Regarding the analysis of secondary endpoints, the first analysis will be to examine each
component of the composite primary endpoint separately. This analysis will follow the same
statistical plan as describe above. The comparison between groups for qualitative secondary
endpoints will follow the same statistical plan than the primary endpoint and the comparison
between groups for quantitative secondary endpoints will be computed by Student t-test or
Mann-Whitney U test, as appropriate. The other secondary endpoints will be tested as
exploratory.
Subgroup analysis based on the primary judgment criteria will be done. Factors used for the
stratification of the randomization will be considered for these analyses, with Breslow-day
test for interaction.
The full-set analysis will include all randomized subjects. The analyses will be carried out
with intention to treat in the goal of minimising potential bias. In case of missing data for
the primary outcome, multiple imputations will be performed to comply with the intent to
treat approach and the complete case analysis will be performed as a sensitivity analysis.
A p-value below the O'Brien&Flerming bounds will be considered as statistically significant
(see above).
The statistical analysis will be done using SAS software version 9.4 (NC, Cary) by Prof.
Jean-Jacques Parienti, at the Unit of Biostatistic and Clinical Research of the Caen
University hospital, France; or another independent and external biostatistical expert.

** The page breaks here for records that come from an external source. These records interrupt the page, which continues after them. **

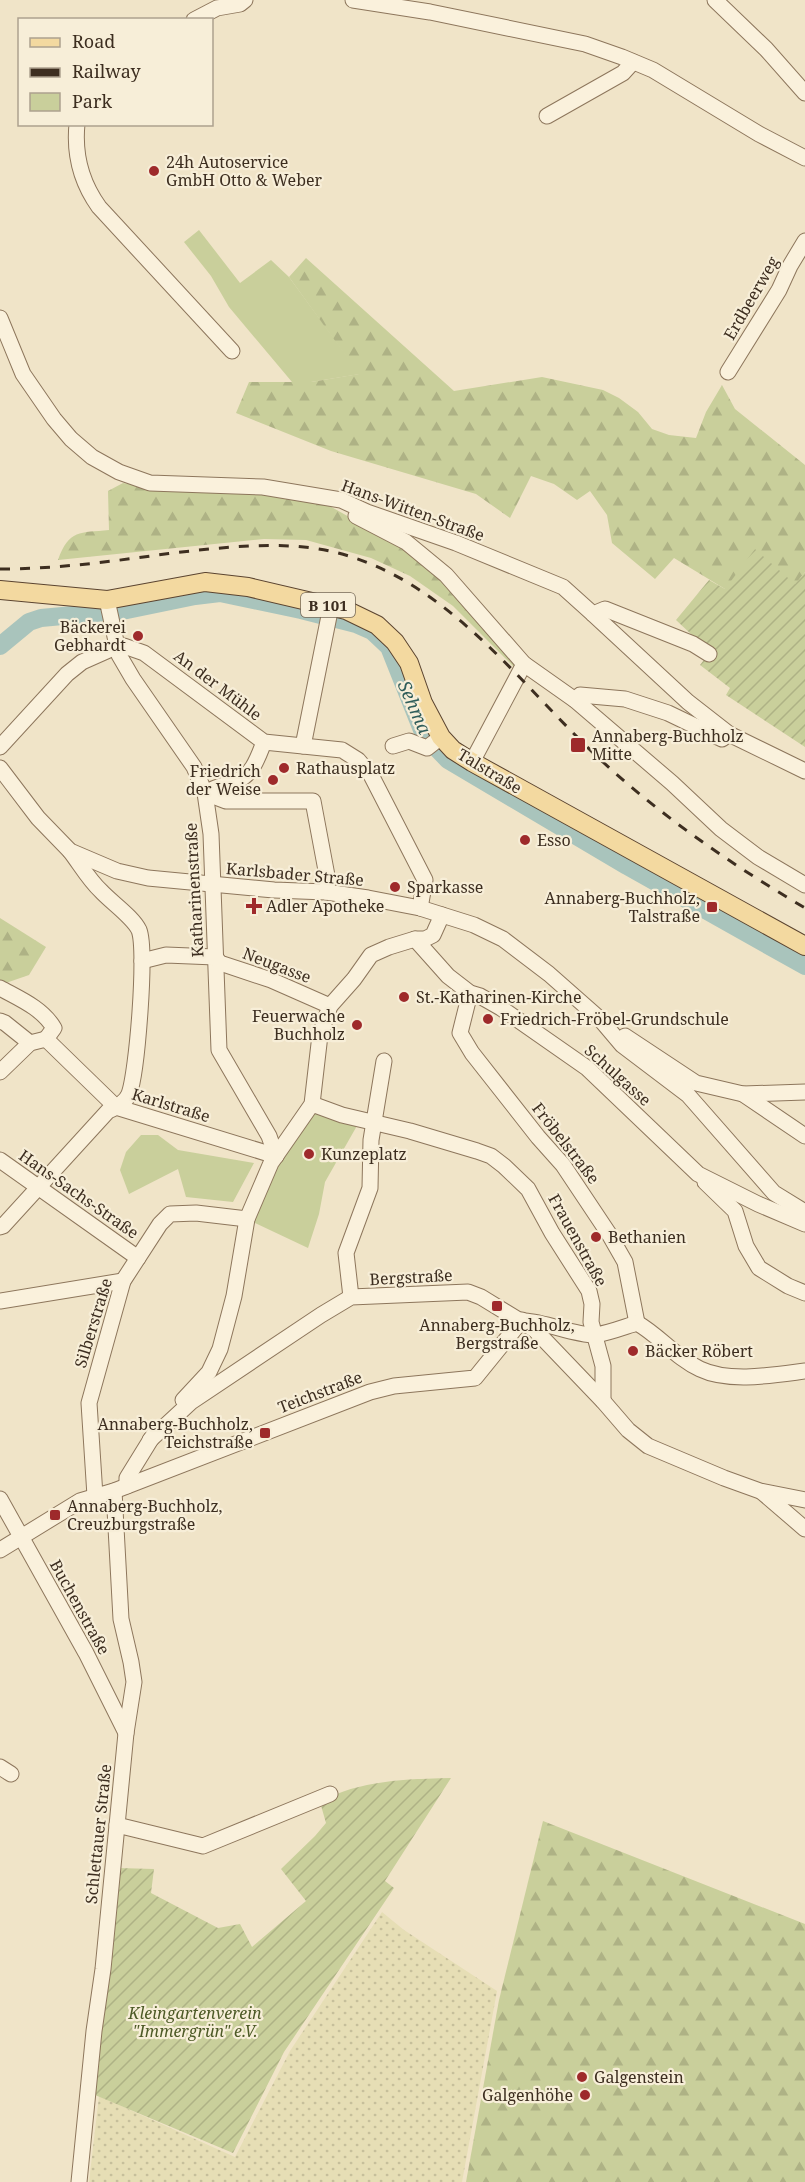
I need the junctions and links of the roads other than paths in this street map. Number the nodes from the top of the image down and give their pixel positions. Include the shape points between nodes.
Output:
1 (245, 0) edge
2 (352, 0) edge
3 (715, 0) edge
4 (198, 18) edge
5 (633, 62) junction
6 (805, 93) edge
7 (548, 116) dead end
8 (77, 126) edge
9 (805, 159) edge
10 (805, 241) edge
11 (0, 318) edge
12 (232, 351) dead end
13 (728, 372) dead end
14 (325, 498) junction
15 (0, 590) edge
16 (108, 602) junction
17 (593, 614) junction
18 (329, 615) junction
19 (118, 646) junction
20 (709, 654) dead end
21 (524, 664) junction
22 (575, 700) junction
23 (729, 734) junction
24 (435, 741) junction
25 (264, 742) junction
26 (303, 746) junction
27 (393, 746) dead end
28 (0, 747) edge
29 (472, 762) junction
30 (0, 768) edge
31 (805, 771) edge
32 (205, 793) junction
33 (70, 851) junction
34 (212, 885) junction
35 (805, 885) edge
36 (326, 892) junction
37 (420, 908) junction
38 (442, 915) junction
39 (415, 939) junction
40 (805, 946) edge
41 (215, 957) junction
42 (142, 961) junction
43 (0, 988) edge
44 (470, 993) junction
45 (330, 1006) junction
46 (600, 1019) junction
47 (0, 1021) edge
48 (46, 1039) junction
49 (30, 1043) junction
50 (384, 1061) dead end
51 (0, 1072) edge
52 (805, 1092) edge
53 (744, 1094) junction
54 (312, 1104) junction
55 (116, 1107) junction
56 (374, 1122) junction
57 (805, 1136) edge
58 (276, 1156) junction
59 (0, 1160) edge
60 (698, 1174) junction
61 (39, 1189) junction
62 (805, 1212) edge
63 (247, 1219) junction
64 (805, 1224) edge
65 (0, 1227) edge
66 (138, 1258) junction
67 (123, 1281) junction
68 (805, 1293) edge
69 (351, 1298) junction
70 (0, 1301) edge
71 (522, 1320) junction
72 (637, 1323) junction
73 (595, 1335) junction
74 (805, 1371) edge
75 (603, 1401) junction
76 (150, 1440) junction
77 (121, 1489) junction
78 (760, 1491) junction
79 (95, 1496) junction
80 (0, 1499) edge
81 (805, 1500) edge
82 (805, 1529) edge
83 (20, 1537) junction
84 (0, 1550) edge
85 (126, 1733) junction
86 (330, 1794) dead end
87 (117, 1825) junction
88 (79, 2182) edge

1 - 4 street
2 - 5 street via 585,44
3 - 6 street
5 - 7 street via 623,73
5 - 9 street
8 - 12 street via 76,148 90,194
10 - 13 street, Erdbeerweg
11 - 14 street, Hans-Witten-Straße via 36,395 71,439 104,464 150,483 263,487
14 - 17 street, Hans-Witten-Straße via 341,500 456,543 563,587
14 - 21 street via 406,542 446,575
15 - 16 main road, Talstraße / B 101
16 - 18 main road, Talstraße / B 101 via 205,582 248,587
16 - 19 street, Katharinenstraße
17 - 20 street via 605,609
17 - 23 street, Hans-Witten-Straße via 688,702
18 - 24 main road, Talstraße / B 101 via 363,616 395,642 409,663
18 - 26 street
19 - 25 street, An der Mühle via 144,653
19 - 28 street via 82,662 67,674
19 - 32 street, Katharinenstraße via 133,679 194,767
21 - 22 street
21 - 29 street
22 - 23 street, Hans-Witten-Straße via 580,695 625,699 668,713 722,739
22 - 35 street via 721,830
23 - 31 street, Hans-Witten-Straße
24 - 27 street via 427,748 409,741
24 - 29 main road, Talstraße / B 101
25 - 26 street, An der Mühle
25 - 32 street via 249,773
26 - 37 street, An der Mühle via 342,750 371,775 425,880
29 - 40 main road, Talstraße / B 101
30 - 33 street, Karlsbader Straße via 38,818
32 - 34 street, Katharinenstraße
32 - 36 street via 226,801 313,801 328,881
33 - 34 street, Karlsbader Straße via 117,871
33 - 42 street via 99,890 139,930
34 - 36 street, Karlsbader Straße
34 - 41 street, Katharinenstraße
36 - 37 street, Karlsbader Straße
37 - 38 street, Karlsbader Straße
38 - 39 street, Schlettauer Straße via 433,935
38 - 46 street, Karlsbader Straße via 503,939
39 - 44 street, Schulgasse via 448,976
39 - 45 street, Schlettauer Straße via 371,955
41 - 42 street, Neugasse via 166,955
41 - 45 street, Neugasse via 220,963
41 - 58 street, Katharinenstraße via 219,1050
42 - 55 street via 139,1031 128,1095
43 - 48 street via 48,1018 54,1028
44 - 60 street, Schulgasse via 501,1008 587,1068
44 - 72 street, Fröbelstraße via 460,1033 578,1185 609,1234 625,1262
45 - 54 street, Schlettauer Straße via 320,1035
46 - 53 street via 696,1083
46 - 62 street, Karlsbader Straße via 622,1045 688,1095 774,1193
47 - 49 street
48 - 49 street
48 - 55 street, Karlstraße
49 - 51 street
50 - 56 street
52 - 53 street
53 - 57 street
54 - 56 street, Frauenstraße
54 - 58 street, Schlettauer Straße
55 - 58 street, Karlstraße
55 - 61 street via 108,1111
56 - 69 street via 370,1188 346,1253
56 - 73 street, Frauenstraße via 491,1156 517,1177 589,1291
58 - 63 street, Schlettauer Straße
59 - 61 street, Hans-Sachs-Straße
60 - 64 street, Schulgasse
60 - 68 street via 735,1211 759,1268
61 - 65 street
61 - 66 street, Hans-Sachs-Straße
63 - 66 street, Silberstraße via 170,1214
63 - 76 street, Schlettauer Straße via 220,1349 209,1372 164,1419
66 - 67 street, Silberstraße
67 - 70 street
67 - 79 street, Silberstraße via 89,1403
69 - 71 street, Bergstraße via 468,1292
69 - 76 street, Bergstraße via 191,1402
71 - 73 street
71 - 75 street, Bergstraße
71 - 77 street, Teichstraße via 476,1377 370,1392
72 - 73 street
72 - 74 street via 700,1370 749,1377
73 - 75 street, Frauenstraße via 603,1366
75 - 78 street, Bergstraße via 648,1446
76 - 77 street, Schlettauer Straße
77 - 79 street, Teichstraße
77 - 85 street, Schlettauer Straße via 121,1619 134,1682
78 - 81 street
78 - 82 street
79 - 83 street, Teichstraße
80 - 83 street, Buchenstraße
83 - 84 street, Teichstraße
83 - 85 street, Buchenstraße
85 - 87 street, Schlettauer Straße
86 - 87 street via 204,1846
87 - 88 street, Schlettauer Straße

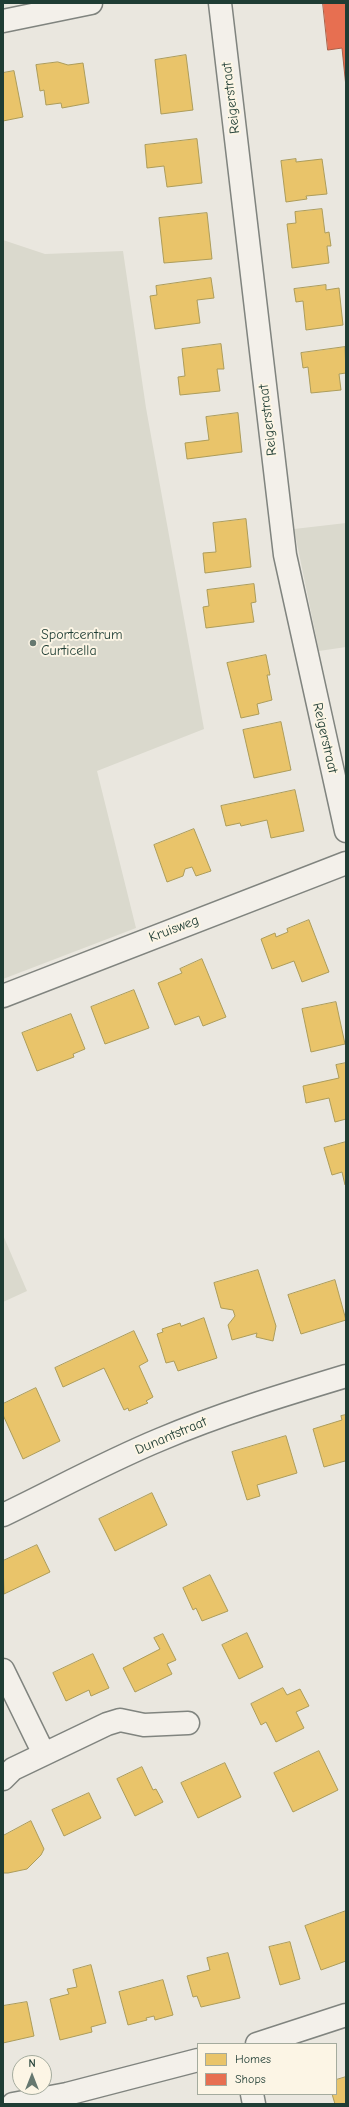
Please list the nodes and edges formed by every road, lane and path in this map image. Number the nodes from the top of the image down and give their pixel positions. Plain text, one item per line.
1 (91, 3) edge
2 (220, 3) edge
3 (3, 21) edge
4 (346, 831) edge
5 (346, 863) edge
6 (3, 996) edge
7 (346, 1376) edge
8 (3, 1515) edge
9 (3, 1670) edge
10 (188, 1723) dead end
11 (44, 1754) junction
12 (3, 1779) edge
13 (346, 2015) edge
14 (261, 2043) edge
15 (197, 2060) edge
16 (13, 2104) edge

1 - 3 street
2 - 4 street, Reigerstraat
5 - 6 street, Kruisweg
7 - 8 street, Dunantstraat
9 - 11 street
10 - 11 street
11 - 12 street
13 - 14 street
15 - 16 street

Methods of managing digital data:
The data will be managed in a database administered by the sponsor. The data entry will be
carried out by the investigators of each center and may be carried out by any person
registered on the delegation of tasks list. The system used for the computerized database
will be following the regulations in force, in particular the MR-01. Access to the database
will be limited to authorized persons only (team promoter, investigation team, principal
investigator) and the rights (reading, writing, specific pages of the CRF, patients of the
center or all the patients, ...) will be attributed according to their role in the study and
their center. The authentication of the users will be done using a username and a
personalized password for each user. Connections to the database will be saved in the
connection history.
Data validation checks may be scheduled according to the level of risk and/or the impact of
the study defined by the sponsor. Following the execution of these tests, requests for
clarification (queries) may be sent to the investigators to correct or confirm data entered
in the database. Regarding the risk and/or the impact of the study, a pre-analysis committee
may meet depending on the level of risk and/or the impact of the study defined by the
promoter before exporting the data, to qualify the deviations identified during the study and
decide on the inclusion or not of the data collected in the study.